The foreign secretary, Dominic Raab, has refused to deny that ministers are considering introducing a higher tier 4 level of coronavirus restrictions, less than three weeks after the launch of the three-tier lockdown model.
Officials are reportedly drawing up plans for an extra layer of measures forcing restaurants and non-essential shops to close in parts of England with the highest infection rates.
Asked whether a new tier 4 was being considered, Raab told BBC Radio 4’s Today programme on Friday: “We’re always ready for further measures that we can take. But I think the most important thing about further measures is that we continue on the track we’re on of targeting the virus.”
Ministers are under increasing pressure to announce a nationwide circuit breaker as hospital admissions in badly hit parts of the country exceed the height of the first wave.
Raab, who is effectively Boris Johnson’s number two, insisted that the “overwhelming scientific advice” to the government was that local lockdowns “are the right way to go”.
He said the government was “striving to avoid” a second national lockdown despite France, Germany and Wales announcing similar countrywide measures in recent days.
He told Sky News that the idea of “a short, sharp circuit breaker is frankly something of an enigma” and that those calling for one had not set out the exit route from a national intervention.
The government’s Scientific Advisory Group for Emergencies (Sage) advised five weeks ago that the government should urgently consider a nationwide two-week circuit breaker lockdown – similar to that in spring while keeping most schools open – but this was ignored at the time.

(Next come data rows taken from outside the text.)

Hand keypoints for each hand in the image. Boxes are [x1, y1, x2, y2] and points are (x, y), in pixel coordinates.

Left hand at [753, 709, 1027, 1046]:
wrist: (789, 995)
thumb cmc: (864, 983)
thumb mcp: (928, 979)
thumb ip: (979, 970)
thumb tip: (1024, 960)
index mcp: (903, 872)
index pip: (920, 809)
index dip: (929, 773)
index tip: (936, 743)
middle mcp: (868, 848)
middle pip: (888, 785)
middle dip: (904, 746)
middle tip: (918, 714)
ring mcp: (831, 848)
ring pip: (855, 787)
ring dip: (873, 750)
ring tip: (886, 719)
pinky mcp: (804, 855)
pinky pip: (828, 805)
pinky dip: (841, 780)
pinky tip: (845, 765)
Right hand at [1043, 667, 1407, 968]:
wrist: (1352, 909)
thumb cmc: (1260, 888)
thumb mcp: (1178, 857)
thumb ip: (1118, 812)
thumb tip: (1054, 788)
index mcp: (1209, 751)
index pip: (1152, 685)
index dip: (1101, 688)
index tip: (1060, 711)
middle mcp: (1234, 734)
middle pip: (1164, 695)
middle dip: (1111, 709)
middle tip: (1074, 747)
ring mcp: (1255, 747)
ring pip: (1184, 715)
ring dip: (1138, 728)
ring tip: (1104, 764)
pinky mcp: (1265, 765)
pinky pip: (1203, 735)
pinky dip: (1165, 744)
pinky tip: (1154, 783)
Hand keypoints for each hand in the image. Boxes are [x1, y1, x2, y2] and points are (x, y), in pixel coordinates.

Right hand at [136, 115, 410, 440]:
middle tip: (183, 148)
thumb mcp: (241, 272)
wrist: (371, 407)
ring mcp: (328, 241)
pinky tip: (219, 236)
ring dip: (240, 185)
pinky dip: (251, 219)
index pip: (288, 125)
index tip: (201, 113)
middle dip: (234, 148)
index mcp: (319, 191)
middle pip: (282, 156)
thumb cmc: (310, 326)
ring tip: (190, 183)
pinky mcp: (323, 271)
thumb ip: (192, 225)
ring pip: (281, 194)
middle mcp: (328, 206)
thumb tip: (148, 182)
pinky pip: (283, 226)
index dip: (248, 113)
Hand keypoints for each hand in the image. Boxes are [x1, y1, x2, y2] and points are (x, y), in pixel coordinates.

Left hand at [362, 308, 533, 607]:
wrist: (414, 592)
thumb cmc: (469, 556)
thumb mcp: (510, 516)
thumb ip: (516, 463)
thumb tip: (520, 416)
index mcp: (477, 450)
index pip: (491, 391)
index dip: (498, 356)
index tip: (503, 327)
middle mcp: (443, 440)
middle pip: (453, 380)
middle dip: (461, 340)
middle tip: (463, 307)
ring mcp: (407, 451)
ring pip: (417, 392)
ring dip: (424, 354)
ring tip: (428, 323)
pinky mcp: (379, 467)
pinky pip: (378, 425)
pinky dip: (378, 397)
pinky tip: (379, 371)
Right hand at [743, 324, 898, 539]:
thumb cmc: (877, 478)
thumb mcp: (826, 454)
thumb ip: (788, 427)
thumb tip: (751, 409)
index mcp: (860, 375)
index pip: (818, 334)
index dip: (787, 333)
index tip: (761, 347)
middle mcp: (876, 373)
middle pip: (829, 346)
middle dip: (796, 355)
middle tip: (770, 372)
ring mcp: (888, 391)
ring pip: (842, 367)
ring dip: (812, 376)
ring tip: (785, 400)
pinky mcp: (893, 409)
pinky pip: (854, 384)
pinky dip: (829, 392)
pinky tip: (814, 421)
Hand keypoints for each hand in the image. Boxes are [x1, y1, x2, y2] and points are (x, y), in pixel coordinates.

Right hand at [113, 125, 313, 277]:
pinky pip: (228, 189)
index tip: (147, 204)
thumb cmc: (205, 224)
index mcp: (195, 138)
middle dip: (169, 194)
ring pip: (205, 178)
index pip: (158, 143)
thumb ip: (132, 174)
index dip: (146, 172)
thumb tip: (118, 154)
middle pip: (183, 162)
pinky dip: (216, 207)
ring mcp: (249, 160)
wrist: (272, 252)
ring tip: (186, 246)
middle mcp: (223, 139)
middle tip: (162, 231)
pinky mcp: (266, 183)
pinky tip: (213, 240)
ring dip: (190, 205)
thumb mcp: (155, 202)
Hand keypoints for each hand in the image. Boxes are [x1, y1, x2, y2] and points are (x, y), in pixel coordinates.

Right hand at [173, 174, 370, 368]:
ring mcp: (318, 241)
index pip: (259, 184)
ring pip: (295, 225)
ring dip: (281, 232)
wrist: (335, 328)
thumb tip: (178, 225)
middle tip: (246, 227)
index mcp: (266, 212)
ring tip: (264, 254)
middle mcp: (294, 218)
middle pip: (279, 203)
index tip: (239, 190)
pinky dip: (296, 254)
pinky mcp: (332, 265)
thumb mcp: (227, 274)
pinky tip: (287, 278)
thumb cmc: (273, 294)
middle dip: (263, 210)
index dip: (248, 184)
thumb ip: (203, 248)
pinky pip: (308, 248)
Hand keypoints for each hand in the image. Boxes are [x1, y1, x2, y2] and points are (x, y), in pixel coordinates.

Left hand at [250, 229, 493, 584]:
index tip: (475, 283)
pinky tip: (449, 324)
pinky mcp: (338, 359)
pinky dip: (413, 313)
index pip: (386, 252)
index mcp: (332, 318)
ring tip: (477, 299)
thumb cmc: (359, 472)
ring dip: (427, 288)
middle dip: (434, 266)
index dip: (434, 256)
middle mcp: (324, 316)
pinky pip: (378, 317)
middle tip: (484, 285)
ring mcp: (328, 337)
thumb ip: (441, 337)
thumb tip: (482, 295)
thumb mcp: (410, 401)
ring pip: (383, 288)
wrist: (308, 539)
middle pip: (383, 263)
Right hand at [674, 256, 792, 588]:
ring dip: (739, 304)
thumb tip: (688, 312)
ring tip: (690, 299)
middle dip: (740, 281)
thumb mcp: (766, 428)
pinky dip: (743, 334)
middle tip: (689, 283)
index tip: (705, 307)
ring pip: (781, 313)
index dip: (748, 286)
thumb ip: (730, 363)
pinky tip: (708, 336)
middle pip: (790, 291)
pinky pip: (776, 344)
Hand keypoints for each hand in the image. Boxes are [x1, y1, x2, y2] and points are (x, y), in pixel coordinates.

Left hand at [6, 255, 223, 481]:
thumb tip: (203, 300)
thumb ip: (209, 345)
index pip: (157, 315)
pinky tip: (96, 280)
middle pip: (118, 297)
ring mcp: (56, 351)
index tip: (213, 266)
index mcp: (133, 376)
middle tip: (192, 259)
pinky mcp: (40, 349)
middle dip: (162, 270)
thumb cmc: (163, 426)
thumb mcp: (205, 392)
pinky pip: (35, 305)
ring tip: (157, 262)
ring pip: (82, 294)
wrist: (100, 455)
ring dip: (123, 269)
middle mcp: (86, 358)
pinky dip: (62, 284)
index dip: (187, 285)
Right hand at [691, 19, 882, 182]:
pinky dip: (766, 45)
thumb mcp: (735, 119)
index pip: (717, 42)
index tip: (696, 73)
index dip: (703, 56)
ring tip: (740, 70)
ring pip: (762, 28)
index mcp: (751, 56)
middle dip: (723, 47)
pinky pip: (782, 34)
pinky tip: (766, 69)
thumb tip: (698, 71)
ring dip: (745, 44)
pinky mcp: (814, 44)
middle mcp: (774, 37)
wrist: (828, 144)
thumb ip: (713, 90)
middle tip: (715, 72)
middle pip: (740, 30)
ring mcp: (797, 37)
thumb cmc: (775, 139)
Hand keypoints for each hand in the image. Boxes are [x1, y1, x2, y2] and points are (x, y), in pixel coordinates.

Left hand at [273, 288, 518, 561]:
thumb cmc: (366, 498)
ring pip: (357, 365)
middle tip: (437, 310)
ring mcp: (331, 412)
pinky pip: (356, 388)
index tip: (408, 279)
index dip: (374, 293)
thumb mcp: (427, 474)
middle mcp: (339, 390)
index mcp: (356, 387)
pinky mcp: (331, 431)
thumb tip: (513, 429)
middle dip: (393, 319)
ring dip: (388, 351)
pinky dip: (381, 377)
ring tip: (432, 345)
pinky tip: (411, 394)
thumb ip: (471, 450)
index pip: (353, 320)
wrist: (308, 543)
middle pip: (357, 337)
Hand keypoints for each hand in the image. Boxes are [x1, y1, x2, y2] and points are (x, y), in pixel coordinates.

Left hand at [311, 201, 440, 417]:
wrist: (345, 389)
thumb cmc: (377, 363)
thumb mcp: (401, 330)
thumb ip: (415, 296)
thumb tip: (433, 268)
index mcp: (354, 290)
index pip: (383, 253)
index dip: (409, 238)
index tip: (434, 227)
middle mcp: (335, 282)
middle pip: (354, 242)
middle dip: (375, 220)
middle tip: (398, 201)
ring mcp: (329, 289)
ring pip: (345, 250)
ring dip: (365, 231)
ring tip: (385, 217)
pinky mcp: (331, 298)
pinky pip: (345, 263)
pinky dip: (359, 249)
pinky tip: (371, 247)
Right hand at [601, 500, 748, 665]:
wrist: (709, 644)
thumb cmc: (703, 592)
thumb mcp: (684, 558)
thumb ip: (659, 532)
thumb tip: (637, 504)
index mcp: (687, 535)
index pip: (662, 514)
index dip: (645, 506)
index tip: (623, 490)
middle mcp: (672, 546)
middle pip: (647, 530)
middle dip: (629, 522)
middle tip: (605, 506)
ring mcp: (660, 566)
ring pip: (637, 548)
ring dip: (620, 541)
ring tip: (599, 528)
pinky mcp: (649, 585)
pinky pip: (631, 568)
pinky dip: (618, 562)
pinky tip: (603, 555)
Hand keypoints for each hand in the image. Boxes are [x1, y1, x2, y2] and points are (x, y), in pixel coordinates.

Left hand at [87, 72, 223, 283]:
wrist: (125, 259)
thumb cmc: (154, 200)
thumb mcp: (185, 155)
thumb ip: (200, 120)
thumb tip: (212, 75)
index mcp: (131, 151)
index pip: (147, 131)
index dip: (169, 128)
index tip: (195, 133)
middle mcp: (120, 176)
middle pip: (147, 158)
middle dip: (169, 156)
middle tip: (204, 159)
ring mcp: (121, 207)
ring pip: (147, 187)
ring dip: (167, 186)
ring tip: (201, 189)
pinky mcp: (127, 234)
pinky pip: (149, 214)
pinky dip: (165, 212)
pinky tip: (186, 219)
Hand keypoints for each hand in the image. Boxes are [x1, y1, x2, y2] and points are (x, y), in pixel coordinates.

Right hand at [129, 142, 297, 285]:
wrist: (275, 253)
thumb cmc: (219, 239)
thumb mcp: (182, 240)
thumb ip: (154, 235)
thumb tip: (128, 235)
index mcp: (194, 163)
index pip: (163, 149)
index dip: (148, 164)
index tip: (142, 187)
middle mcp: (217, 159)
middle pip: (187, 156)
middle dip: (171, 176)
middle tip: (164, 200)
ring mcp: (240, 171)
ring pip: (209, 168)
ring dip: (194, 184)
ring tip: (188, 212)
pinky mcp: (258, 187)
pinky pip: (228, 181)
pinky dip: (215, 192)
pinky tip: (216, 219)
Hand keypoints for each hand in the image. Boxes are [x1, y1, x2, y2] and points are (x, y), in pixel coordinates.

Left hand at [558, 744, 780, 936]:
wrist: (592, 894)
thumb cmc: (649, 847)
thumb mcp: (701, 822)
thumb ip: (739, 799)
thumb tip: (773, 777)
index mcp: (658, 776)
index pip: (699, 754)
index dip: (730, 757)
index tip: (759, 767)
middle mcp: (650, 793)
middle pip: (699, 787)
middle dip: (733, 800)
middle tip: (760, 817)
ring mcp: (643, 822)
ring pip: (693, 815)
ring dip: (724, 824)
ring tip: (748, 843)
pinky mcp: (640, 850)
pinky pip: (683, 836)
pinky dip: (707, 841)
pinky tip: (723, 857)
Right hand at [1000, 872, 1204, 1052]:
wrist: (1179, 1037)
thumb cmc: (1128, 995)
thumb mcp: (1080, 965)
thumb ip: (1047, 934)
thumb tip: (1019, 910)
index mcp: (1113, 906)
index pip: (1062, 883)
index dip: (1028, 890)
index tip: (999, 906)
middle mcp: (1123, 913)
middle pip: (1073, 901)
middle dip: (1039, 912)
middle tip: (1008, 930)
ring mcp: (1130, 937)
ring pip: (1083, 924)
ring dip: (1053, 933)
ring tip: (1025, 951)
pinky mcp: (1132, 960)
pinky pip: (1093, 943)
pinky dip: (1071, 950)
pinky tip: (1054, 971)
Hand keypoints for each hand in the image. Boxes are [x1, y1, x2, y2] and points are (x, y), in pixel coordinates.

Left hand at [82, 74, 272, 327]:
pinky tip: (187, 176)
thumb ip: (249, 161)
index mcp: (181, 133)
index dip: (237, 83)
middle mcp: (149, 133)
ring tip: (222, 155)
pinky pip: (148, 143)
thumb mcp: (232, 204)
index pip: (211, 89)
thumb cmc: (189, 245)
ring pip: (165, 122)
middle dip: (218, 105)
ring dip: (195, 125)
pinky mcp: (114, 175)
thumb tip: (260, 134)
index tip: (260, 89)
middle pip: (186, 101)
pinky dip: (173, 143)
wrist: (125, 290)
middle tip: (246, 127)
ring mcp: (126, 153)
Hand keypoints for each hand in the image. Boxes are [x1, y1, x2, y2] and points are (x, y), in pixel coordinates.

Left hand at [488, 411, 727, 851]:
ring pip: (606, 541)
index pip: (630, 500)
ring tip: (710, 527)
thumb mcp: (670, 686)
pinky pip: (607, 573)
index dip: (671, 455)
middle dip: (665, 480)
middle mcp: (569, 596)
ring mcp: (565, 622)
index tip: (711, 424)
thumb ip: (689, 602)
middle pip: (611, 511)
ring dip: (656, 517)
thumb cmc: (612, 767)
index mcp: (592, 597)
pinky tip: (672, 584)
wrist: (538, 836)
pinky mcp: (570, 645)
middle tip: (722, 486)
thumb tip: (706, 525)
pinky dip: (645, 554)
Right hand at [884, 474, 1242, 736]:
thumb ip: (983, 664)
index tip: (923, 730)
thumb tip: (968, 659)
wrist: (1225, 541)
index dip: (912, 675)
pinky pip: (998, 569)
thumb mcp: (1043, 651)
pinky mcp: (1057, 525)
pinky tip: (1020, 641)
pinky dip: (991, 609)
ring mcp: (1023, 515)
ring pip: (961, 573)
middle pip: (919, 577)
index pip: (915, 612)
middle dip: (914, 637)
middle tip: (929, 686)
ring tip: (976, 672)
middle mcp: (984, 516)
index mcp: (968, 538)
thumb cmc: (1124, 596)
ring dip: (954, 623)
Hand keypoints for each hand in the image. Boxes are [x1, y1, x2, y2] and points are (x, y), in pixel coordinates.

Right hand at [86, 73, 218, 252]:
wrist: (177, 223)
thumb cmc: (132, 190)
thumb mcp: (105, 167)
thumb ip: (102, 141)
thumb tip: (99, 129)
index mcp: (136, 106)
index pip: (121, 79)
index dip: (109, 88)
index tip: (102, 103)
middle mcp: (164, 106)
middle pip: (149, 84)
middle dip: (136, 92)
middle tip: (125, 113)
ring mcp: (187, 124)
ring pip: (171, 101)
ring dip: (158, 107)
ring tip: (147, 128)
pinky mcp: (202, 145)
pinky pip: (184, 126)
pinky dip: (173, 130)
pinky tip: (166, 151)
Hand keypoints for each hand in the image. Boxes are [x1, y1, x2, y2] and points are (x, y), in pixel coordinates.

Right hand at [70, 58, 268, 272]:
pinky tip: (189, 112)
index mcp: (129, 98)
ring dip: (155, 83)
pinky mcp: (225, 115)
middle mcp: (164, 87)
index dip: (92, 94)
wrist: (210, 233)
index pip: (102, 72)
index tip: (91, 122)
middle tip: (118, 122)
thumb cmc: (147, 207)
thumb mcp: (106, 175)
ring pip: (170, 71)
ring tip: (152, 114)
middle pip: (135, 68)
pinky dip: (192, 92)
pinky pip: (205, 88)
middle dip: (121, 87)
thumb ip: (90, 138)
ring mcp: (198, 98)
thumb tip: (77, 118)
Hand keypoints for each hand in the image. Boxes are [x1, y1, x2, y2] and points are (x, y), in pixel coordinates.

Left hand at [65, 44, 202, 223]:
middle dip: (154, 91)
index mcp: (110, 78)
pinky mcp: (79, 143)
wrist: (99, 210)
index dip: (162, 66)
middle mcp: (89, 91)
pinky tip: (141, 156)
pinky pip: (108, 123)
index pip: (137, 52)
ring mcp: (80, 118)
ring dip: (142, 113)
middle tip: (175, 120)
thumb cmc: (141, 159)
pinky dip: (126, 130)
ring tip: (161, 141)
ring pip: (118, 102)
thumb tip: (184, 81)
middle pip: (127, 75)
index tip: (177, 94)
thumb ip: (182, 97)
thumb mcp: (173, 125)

Raab said on BBC Radio 4’s Today programme that “the overwhelming scientific advice to us is targeted measures are the right way to go if you take them and you’re committed to them”.
He added: “The arbitrariness of a blanket approach would be far worse than the effects of trying to be as targeted as possible” and that a localised approach was “fair” and “fits the natural justice that we’re focusing on the areas where the uptick is the greatest”.